Les deux organisations nationales restent confiantes de voir le gouvernement intervenir énergiquement, avec toute la célérité et l’attention escomptées, pour résoudre cette étouffante crise menaçant gravement l’ensemble du secteur et éviter l’arrêt de la collecte et de la transformation du lait.
Un secteur vital et stratégique
Les 112.000 éleveurs que compte la filière du lait accomplissent 40% des journées de travail dans le secteur agricole et contribuent à hauteur de 11% dans la valeur de la production agricole. La transformation du lait et de ses dérivés représente 7% de la valeur des industries alimentaires. Cette industrie est forte de 45 unités dont 11 spécialisées dans le lait avec une capacité de 4.2 millions de litres/jour, 8 dans le yaourt, 2 dans le séchage et 25 dans les fromages.
La production totale s’élève à 1.413 millions de litres par an, dont 995 millions de litres sont traitées et transformées par les unités industrielles. La consommation annuelle par tête d’habitant est passée en Tunisie de 83 litres par personne en 1994 à 110 litres par personnes en 2017 et reste insuffisante par rapport à la moyenne européenne qui est de 250 litres par tête d’habitant.
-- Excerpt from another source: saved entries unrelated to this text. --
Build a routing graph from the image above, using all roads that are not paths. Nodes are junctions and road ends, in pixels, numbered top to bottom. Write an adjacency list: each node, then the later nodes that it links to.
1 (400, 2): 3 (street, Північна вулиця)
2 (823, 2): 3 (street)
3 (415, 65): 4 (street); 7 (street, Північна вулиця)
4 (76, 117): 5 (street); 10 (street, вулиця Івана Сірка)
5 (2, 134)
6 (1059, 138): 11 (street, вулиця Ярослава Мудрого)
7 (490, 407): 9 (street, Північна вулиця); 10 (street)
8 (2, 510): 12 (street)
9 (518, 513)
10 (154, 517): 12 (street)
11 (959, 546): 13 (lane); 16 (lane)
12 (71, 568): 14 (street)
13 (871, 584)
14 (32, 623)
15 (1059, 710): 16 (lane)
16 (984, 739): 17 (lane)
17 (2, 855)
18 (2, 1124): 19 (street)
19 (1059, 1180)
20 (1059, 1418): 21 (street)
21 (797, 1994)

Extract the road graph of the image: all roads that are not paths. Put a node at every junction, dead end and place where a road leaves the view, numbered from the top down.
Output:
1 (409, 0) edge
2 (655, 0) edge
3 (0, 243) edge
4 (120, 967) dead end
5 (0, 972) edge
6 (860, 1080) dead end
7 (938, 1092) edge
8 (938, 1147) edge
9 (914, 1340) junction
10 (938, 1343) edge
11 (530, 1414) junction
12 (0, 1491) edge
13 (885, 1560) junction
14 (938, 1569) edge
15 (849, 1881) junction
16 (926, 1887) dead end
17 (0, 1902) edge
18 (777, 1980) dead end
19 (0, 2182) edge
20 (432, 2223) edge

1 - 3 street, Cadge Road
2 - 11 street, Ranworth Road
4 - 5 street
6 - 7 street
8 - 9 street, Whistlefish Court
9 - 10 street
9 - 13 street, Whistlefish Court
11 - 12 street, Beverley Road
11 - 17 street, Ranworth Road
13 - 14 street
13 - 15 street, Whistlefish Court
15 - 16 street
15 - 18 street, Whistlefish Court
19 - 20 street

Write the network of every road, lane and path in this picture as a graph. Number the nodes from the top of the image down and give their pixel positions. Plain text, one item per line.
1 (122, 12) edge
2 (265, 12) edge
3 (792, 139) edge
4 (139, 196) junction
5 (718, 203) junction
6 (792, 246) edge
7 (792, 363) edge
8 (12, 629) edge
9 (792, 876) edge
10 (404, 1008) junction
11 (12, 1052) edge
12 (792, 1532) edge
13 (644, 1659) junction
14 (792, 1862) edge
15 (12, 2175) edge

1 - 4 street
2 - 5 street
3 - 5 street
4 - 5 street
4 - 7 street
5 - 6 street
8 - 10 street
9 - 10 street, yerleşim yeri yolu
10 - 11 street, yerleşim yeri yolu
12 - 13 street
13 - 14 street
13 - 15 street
Tous ces indicateurs soulignent l’importance vitale de la filière du lait, à différents niveaux, notamment en tant que principale source de revenus pour des centaines de milliers de personnes, entre éleveurs, collecteurs, travailleurs dans les industries de transformation et ceux opérant dans les circuits de distribution. En outre, elle contribue substantiellement à l’alimentation des enfants et des personnes âgées, en plus du reste des consommateurs et constitue une composante essentielle de la sécurité alimentaire.